*What is expected*
Would you return the entries below word for word?

*Extracted material*
────────────────────────────────────────

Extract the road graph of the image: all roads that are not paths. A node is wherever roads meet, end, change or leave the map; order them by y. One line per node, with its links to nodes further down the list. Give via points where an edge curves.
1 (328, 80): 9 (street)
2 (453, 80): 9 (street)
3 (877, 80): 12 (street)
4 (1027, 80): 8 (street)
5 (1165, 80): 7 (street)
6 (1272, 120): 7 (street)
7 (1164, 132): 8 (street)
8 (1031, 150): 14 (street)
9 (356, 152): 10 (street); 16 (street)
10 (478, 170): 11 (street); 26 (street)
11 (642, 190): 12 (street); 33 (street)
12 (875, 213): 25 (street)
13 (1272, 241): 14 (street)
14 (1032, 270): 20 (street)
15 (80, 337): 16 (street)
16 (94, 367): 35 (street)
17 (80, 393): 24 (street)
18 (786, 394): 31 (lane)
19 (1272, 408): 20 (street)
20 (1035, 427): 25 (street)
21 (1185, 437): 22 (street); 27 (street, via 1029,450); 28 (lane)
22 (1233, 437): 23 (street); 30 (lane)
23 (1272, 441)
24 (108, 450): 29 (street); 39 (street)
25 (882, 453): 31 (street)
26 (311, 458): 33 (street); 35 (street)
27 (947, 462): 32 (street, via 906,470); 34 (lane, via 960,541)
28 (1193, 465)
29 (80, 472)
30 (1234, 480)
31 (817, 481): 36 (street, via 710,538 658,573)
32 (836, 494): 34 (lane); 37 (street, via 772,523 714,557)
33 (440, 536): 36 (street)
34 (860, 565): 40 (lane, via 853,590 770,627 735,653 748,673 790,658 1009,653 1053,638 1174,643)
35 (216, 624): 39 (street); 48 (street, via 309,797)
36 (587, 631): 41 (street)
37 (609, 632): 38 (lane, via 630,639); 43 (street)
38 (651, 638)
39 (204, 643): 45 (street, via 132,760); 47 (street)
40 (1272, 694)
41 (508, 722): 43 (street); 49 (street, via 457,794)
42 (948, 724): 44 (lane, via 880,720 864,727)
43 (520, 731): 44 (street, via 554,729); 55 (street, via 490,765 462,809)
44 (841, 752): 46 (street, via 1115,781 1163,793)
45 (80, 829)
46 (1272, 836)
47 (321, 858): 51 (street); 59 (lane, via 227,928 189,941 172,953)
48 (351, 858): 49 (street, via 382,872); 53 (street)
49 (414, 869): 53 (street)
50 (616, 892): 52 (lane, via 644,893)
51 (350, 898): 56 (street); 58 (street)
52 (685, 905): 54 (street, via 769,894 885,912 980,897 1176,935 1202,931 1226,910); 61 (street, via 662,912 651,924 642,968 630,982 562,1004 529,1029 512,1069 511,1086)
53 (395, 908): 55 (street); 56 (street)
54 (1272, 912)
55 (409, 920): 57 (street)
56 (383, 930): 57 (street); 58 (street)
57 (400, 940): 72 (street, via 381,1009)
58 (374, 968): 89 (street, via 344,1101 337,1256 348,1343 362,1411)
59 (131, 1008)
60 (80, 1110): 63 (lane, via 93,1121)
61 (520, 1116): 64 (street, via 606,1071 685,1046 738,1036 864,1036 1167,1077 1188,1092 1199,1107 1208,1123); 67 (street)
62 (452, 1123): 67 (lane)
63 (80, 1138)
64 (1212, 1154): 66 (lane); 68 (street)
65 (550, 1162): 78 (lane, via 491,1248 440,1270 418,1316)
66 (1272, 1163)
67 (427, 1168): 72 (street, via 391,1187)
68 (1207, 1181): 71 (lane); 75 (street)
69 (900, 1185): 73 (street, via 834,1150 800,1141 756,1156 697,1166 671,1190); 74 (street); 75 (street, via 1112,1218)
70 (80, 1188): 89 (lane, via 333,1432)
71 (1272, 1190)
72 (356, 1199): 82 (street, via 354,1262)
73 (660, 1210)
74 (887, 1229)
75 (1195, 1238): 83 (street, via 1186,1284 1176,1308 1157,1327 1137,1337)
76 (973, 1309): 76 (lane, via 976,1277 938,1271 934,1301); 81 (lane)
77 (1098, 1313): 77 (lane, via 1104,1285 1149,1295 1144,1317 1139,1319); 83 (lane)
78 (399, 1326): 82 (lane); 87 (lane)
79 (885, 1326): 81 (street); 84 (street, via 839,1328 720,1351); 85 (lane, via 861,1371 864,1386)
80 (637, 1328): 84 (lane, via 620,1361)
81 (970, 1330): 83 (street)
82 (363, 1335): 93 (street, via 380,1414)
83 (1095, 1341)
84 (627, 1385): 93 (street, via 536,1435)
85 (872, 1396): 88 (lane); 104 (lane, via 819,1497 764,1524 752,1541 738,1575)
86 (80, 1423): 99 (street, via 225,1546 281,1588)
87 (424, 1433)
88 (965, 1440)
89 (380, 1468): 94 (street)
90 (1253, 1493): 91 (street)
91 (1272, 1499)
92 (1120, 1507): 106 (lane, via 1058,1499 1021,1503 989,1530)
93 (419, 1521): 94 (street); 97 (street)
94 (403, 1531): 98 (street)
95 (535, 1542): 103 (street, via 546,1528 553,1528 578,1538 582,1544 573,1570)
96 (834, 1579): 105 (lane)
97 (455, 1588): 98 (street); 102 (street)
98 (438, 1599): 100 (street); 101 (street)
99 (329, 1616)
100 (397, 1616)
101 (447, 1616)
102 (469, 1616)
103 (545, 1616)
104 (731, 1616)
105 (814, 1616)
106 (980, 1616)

────────────────────────────────────────

*Solution to the problem*
Extract the road graph of the image: all roads that are not paths. A node is wherever roads meet, end, change or leave the map; order them by y. One line per node, with its links to nodes further down the list. Give via points where an edge curves.
1 (328, 80): 9 (street)
2 (453, 80): 9 (street)
3 (877, 80): 12 (street)
4 (1027, 80): 8 (street)
5 (1165, 80): 7 (street)
6 (1272, 120): 7 (street)
7 (1164, 132): 8 (street)
8 (1031, 150): 14 (street)
9 (356, 152): 10 (street); 16 (street)
10 (478, 170): 11 (street); 26 (street)
11 (642, 190): 12 (street); 33 (street)
12 (875, 213): 25 (street)
13 (1272, 241): 14 (street)
14 (1032, 270): 20 (street)
15 (80, 337): 16 (street)
16 (94, 367): 35 (street)
17 (80, 393): 24 (street)
18 (786, 394): 31 (lane)
19 (1272, 408): 20 (street)
20 (1035, 427): 25 (street)
21 (1185, 437): 22 (street); 27 (street, via 1029,450); 28 (lane)
22 (1233, 437): 23 (street); 30 (lane)
23 (1272, 441)
24 (108, 450): 29 (street); 39 (street)
25 (882, 453): 31 (street)
26 (311, 458): 33 (street); 35 (street)
27 (947, 462): 32 (street, via 906,470); 34 (lane, via 960,541)
28 (1193, 465)
29 (80, 472)
30 (1234, 480)
31 (817, 481): 36 (street, via 710,538 658,573)
32 (836, 494): 34 (lane); 37 (street, via 772,523 714,557)
33 (440, 536): 36 (street)
34 (860, 565): 40 (lane, via 853,590 770,627 735,653 748,673 790,658 1009,653 1053,638 1174,643)
35 (216, 624): 39 (street); 48 (street, via 309,797)
36 (587, 631): 41 (street)
37 (609, 632): 38 (lane, via 630,639); 43 (street)
38 (651, 638)
39 (204, 643): 45 (street, via 132,760); 47 (street)
40 (1272, 694)
41 (508, 722): 43 (street); 49 (street, via 457,794)
42 (948, 724): 44 (lane, via 880,720 864,727)
43 (520, 731): 44 (street, via 554,729); 55 (street, via 490,765 462,809)
44 (841, 752): 46 (street, via 1115,781 1163,793)
45 (80, 829)
46 (1272, 836)
47 (321, 858): 51 (street); 59 (lane, via 227,928 189,941 172,953)
48 (351, 858): 49 (street, via 382,872); 53 (street)
49 (414, 869): 53 (street)
50 (616, 892): 52 (lane, via 644,893)
51 (350, 898): 56 (street); 58 (street)
52 (685, 905): 54 (street, via 769,894 885,912 980,897 1176,935 1202,931 1226,910); 61 (street, via 662,912 651,924 642,968 630,982 562,1004 529,1029 512,1069 511,1086)
53 (395, 908): 55 (street); 56 (street)
54 (1272, 912)
55 (409, 920): 57 (street)
56 (383, 930): 57 (street); 58 (street)
57 (400, 940): 72 (street, via 381,1009)
58 (374, 968): 89 (street, via 344,1101 337,1256 348,1343 362,1411)
59 (131, 1008)
60 (80, 1110): 63 (lane, via 93,1121)
61 (520, 1116): 64 (street, via 606,1071 685,1046 738,1036 864,1036 1167,1077 1188,1092 1199,1107 1208,1123); 67 (street)
62 (452, 1123): 67 (lane)
63 (80, 1138)
64 (1212, 1154): 66 (lane); 68 (street)
65 (550, 1162): 78 (lane, via 491,1248 440,1270 418,1316)
66 (1272, 1163)
67 (427, 1168): 72 (street, via 391,1187)
68 (1207, 1181): 71 (lane); 75 (street)
69 (900, 1185): 73 (street, via 834,1150 800,1141 756,1156 697,1166 671,1190); 74 (street); 75 (street, via 1112,1218)
70 (80, 1188): 89 (lane, via 333,1432)
71 (1272, 1190)
72 (356, 1199): 82 (street, via 354,1262)
73 (660, 1210)
74 (887, 1229)
75 (1195, 1238): 83 (street, via 1186,1284 1176,1308 1157,1327 1137,1337)
76 (973, 1309): 76 (lane, via 976,1277 938,1271 934,1301); 81 (lane)
77 (1098, 1313): 77 (lane, via 1104,1285 1149,1295 1144,1317 1139,1319); 83 (lane)
78 (399, 1326): 82 (lane); 87 (lane)
79 (885, 1326): 81 (street); 84 (street, via 839,1328 720,1351); 85 (lane, via 861,1371 864,1386)
80 (637, 1328): 84 (lane, via 620,1361)
81 (970, 1330): 83 (street)
82 (363, 1335): 93 (street, via 380,1414)
83 (1095, 1341)
84 (627, 1385): 93 (street, via 536,1435)
85 (872, 1396): 88 (lane); 104 (lane, via 819,1497 764,1524 752,1541 738,1575)
86 (80, 1423): 99 (street, via 225,1546 281,1588)
87 (424, 1433)
88 (965, 1440)
89 (380, 1468): 94 (street)
90 (1253, 1493): 91 (street)
91 (1272, 1499)
92 (1120, 1507): 106 (lane, via 1058,1499 1021,1503 989,1530)
93 (419, 1521): 94 (street); 97 (street)
94 (403, 1531): 98 (street)
95 (535, 1542): 103 (street, via 546,1528 553,1528 578,1538 582,1544 573,1570)
96 (834, 1579): 105 (lane)
97 (455, 1588): 98 (street); 102 (street)
98 (438, 1599): 100 (street); 101 (street)
99 (329, 1616)
100 (397, 1616)
101 (447, 1616)
102 (469, 1616)
103 (545, 1616)
104 (731, 1616)
105 (814, 1616)
106 (980, 1616)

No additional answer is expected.